摘要摘 要:关系从句在理论语言学、心理语言学、计算语言学、语言习得与教学等研究领域广受关注,但因人工提取标注耗时且易错,严重限制了研究规模。新近问世的Auto Sub Clause计算机程序,通过使用依存句法分析器,能够实现英语多种从句自动提取及标注,有助于解决这一问题,但其具体处理效果犹未可知。本文基于不同类型语料文本,包括英语本族语者、学习者、译者产出的政论、文学类书面语和口语语料文本,系统评估该程序自动提取英语关系从句的准确率,并进一步考察该程序对关系从句各类特性的自动标注效果,包括可及性、生命性、限制性等。研究结果显示,该程序自动提取英语本族语和译文文本中关系从句的召回率和精确率较高,但对学习者文本的提取效果还有待改进;在关系从句特性的自动标注方面,该程序对名词生命性、从句限制性以及核心名词在从句中充当成分等的识别精确率总体表现优秀。针对程序存在的问题和不足,论文进行了分析并提出了改进建议。
关键词:Auto Sub Clause;关系从句;自动提取及标注;多类型语料文本
Abstract:Issues concerning relative clauses have attracted considerable attention in research areas such as theoretical linguistics, psycholinguistics, computational linguistics, and language acquisition and teaching.

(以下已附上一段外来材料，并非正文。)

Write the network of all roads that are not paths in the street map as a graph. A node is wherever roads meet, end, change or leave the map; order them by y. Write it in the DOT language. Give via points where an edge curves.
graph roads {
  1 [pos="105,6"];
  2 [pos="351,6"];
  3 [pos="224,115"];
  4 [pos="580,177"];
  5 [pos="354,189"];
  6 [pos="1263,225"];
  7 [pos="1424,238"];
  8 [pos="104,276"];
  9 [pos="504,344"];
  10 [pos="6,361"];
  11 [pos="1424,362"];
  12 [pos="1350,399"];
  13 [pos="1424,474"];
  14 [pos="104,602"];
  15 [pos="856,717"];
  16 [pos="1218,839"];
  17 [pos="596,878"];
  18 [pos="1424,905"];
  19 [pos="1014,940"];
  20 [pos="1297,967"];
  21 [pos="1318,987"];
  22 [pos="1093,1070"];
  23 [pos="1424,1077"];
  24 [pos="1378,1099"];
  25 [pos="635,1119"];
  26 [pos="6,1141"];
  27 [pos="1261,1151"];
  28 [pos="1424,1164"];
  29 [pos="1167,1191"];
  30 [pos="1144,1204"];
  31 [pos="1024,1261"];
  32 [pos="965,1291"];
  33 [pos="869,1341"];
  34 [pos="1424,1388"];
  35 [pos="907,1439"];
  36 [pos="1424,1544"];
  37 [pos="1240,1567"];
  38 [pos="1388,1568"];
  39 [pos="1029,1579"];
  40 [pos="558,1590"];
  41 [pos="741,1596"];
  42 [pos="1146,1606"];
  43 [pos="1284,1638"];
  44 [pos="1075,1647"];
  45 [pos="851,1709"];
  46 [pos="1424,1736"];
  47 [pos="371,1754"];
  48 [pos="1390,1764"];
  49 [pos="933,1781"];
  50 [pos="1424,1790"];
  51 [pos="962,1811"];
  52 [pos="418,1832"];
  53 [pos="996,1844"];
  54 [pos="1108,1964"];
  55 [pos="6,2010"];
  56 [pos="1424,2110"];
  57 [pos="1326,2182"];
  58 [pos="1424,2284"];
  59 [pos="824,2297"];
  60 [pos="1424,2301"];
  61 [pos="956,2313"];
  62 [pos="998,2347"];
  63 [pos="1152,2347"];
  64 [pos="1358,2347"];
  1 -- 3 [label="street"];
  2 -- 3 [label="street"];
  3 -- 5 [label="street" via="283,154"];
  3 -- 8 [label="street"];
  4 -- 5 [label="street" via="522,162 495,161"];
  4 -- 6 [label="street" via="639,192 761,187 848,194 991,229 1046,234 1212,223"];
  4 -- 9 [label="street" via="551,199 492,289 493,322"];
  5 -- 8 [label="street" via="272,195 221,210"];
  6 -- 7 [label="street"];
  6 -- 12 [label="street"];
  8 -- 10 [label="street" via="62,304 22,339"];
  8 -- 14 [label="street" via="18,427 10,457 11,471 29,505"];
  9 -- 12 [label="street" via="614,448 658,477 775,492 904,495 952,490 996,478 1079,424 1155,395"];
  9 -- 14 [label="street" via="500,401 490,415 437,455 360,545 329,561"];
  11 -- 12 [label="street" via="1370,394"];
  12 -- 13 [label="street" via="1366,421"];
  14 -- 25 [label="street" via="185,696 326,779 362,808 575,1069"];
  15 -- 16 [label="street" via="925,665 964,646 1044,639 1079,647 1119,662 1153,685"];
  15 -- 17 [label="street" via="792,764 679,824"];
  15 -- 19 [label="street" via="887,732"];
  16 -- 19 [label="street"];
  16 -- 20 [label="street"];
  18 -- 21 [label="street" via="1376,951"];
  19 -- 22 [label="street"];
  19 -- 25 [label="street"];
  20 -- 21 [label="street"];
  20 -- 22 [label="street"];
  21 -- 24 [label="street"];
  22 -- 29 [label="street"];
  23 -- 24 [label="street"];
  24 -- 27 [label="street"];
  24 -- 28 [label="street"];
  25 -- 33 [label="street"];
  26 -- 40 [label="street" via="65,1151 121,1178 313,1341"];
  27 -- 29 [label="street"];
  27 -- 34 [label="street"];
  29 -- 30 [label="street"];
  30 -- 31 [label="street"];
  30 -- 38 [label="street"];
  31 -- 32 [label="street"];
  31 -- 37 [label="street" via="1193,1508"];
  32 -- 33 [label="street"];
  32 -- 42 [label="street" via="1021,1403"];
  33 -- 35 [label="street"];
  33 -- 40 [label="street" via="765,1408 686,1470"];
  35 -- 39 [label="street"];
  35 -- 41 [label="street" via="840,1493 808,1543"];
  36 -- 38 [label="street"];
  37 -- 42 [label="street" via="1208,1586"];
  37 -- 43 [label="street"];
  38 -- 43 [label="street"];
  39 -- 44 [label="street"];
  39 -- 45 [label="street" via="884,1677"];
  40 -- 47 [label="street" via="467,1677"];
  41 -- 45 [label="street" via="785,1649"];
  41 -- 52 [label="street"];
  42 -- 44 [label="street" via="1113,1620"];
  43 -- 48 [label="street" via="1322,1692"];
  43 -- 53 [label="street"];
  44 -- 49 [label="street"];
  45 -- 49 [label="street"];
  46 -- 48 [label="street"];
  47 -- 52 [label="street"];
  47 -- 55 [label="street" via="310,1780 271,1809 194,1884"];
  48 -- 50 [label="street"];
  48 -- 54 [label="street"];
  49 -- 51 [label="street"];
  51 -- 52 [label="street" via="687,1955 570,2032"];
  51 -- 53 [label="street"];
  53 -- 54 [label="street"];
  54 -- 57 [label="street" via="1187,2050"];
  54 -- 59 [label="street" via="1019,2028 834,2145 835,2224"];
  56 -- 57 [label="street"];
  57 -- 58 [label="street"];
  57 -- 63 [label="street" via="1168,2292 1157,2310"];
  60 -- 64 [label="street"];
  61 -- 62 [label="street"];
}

However, the size of research in previous studies was limited because it is time-consuming and error prone for researchers to extract and annotate relative clauses manually. To address this issue, a recent computer program named AutoSubClause, using dependency parsing, was developed to automatically extract and annotate different types of English subordinate clauses, but its performance remains unknown. In this study, we evaluate the accuracy of the program based on different types of texts including political and literary, written and spoken ones, produced by native speakers, learners, or translators, respectively. We also assess the reliability of its annotation of linguistic features such as accessibility, animacy, and restrictiveness. Results revealed an overall high performance on the extraction of relative clauses from native and translated texts, but the precision for learner’s texts need to be improved. In addition, the program demonstrated a high precision in the automatic annotation of linguistic features such as animacy, restrictiveness, and the roles of head nouns in relative clauses. Limitations of the pro- gram are discussed and suggestions for improvement are provided.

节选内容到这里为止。